The Mudcat Café TM
Thread #91328   Message #1736247
Posted By: Rapparee
09-May-06 - 01:26 PM
Thread Name: Lyr Add: The Mary L. Mackay / Mary L. McKay
Subject: Lyr Add: THE MARY L. McKAY (from Schooner Fare)
Here is the version Schooner Fare did on the "Alive" album in 1983. I copied this from their website, www.outergreen.com.

THE MARY L. McKAY

Frederick W. Wallace / Arr. & Adapt. Schooner Fare

We first heard this song in Halifax, Nova Scotia. Later we found it in a North American folk collection. The story is unchanged but the
rhythm, melody and chords have been rewritten. It's the story of a
record-setting voyage between Portland, Maine, and Yarmouth, N.S.,
with a little help from Portland bootleg rum.

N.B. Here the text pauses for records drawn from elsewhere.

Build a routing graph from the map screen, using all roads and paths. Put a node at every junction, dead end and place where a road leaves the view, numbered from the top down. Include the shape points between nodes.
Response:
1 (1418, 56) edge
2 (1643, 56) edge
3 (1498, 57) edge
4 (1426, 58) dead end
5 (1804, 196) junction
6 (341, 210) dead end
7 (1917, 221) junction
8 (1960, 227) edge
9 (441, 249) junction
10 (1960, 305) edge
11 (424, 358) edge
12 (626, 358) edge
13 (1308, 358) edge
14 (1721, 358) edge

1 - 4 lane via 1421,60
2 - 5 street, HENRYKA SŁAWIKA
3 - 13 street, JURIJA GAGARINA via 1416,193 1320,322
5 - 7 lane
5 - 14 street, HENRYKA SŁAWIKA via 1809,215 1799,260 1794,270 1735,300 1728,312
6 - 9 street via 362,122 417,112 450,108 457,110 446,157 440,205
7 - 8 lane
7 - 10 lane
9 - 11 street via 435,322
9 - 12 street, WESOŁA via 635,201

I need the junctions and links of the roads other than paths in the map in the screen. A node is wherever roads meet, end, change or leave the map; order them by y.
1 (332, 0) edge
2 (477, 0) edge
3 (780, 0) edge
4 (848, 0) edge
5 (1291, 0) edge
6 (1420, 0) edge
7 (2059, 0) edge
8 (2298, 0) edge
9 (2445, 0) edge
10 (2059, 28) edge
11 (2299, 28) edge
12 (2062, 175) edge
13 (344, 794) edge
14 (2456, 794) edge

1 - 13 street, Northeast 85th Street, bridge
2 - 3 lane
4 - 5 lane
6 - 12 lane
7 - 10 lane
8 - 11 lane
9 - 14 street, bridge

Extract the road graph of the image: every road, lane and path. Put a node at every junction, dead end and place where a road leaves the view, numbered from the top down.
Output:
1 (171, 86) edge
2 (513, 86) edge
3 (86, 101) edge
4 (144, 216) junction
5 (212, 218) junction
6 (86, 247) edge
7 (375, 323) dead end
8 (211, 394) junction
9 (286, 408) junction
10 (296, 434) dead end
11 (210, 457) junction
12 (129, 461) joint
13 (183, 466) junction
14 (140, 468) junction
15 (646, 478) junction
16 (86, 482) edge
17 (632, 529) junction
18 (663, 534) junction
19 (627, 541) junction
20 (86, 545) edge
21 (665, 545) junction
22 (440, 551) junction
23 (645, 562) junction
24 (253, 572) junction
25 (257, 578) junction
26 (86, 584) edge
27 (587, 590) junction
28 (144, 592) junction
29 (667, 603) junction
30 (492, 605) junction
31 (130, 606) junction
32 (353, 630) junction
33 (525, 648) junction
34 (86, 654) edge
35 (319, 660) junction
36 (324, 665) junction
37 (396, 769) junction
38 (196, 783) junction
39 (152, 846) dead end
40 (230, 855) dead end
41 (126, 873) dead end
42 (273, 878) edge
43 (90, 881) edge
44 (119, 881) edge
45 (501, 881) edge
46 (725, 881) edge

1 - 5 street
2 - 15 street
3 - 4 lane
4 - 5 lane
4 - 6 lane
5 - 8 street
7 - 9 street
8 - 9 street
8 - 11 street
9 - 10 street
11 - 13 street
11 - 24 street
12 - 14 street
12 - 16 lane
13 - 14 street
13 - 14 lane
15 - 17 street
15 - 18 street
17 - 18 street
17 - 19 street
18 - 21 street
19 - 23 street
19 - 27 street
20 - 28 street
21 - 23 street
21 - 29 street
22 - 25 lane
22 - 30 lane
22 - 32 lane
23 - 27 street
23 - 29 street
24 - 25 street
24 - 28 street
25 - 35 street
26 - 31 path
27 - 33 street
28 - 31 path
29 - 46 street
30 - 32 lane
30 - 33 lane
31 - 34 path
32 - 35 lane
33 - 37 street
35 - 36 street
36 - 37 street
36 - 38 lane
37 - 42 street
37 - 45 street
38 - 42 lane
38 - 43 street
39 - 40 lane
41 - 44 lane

From Portland, Maine, to Yarmouth Sound
Two-twenty miles we ran
In eighteen hours, my bully boys,
Now beat that if you can.
The crew said it was seamanship;
The skipper, he kept dumb.
But the force that drove our vessel
Was the power of Portland rum.

Come all ye hardy haddockers
Who winter fishin' go.
And brave the seas upon the banks
In stormy wind and snow
And ye who love hard driving
Come listen to my lay
Of the run we made from Portland
On the Mary L. McKay.

We hung the muslin on her
As the wind began to hum.
Twenty hardy Nova Scotia men
Chock full of Portland rum.
Mainsail, fores'l, jib and jumbo
On that wild December day
As we passed ole Cape Elizabeth
And slugged for Fundy Bay.

        Storm along, drive along
        Punch her through the rips.
        Northeast gale's a blowin',
        And we'll take all that she gives.
        We're homeward bound to Yarmouth Sound
        Two-twenty miles today
        We made the run on Portland rum
        On the Mary L. McKay.

We slammed her by Monhegan
As the gale began to scream.
Our vessel took to dancing
In a way that was no dream.
A howler o'er the taffrail, b'ye
As we steered sou'east away
For she was a hound for running
Was the Mary L. McKay.

We slammed her to Matinicus.
The skipper hauled the log
"Sixteen knots! Lord Harry!
Ain't she just the gal to jog?"
The half-canned wheelsman shouted
As he swung her on her way
"Just watch me tear the mainsail off
The Mary L. McKay."

        Chorus

The rum was passing merrily
And the crew was feeling grand
Longnecks dancing in our wake
From where we left the land.
Our skipper he kept sober
For he knew how things could lay,
And he made us furl the mains'l
On the Mary L. McKay.

Now the captain didn't care to make
His wife a widow yet.
He swung her off to Yarmouth Cape
With just her fores'l set
Past Fourchu in the mornin'
And shut in at break of day
And soon in shelterin' harbor
Lay the Mary L. McKay.

        Chorus

From Portland, Maine, to Yarmouth Sound
Two-twenty miles we ran.
In eighteen hours, my bully boys,
Now beat that if you can.
The crew said it was seamanship;
The skipper he kept dumb.
But the force that drove our vessel
Was the power of Portland rum.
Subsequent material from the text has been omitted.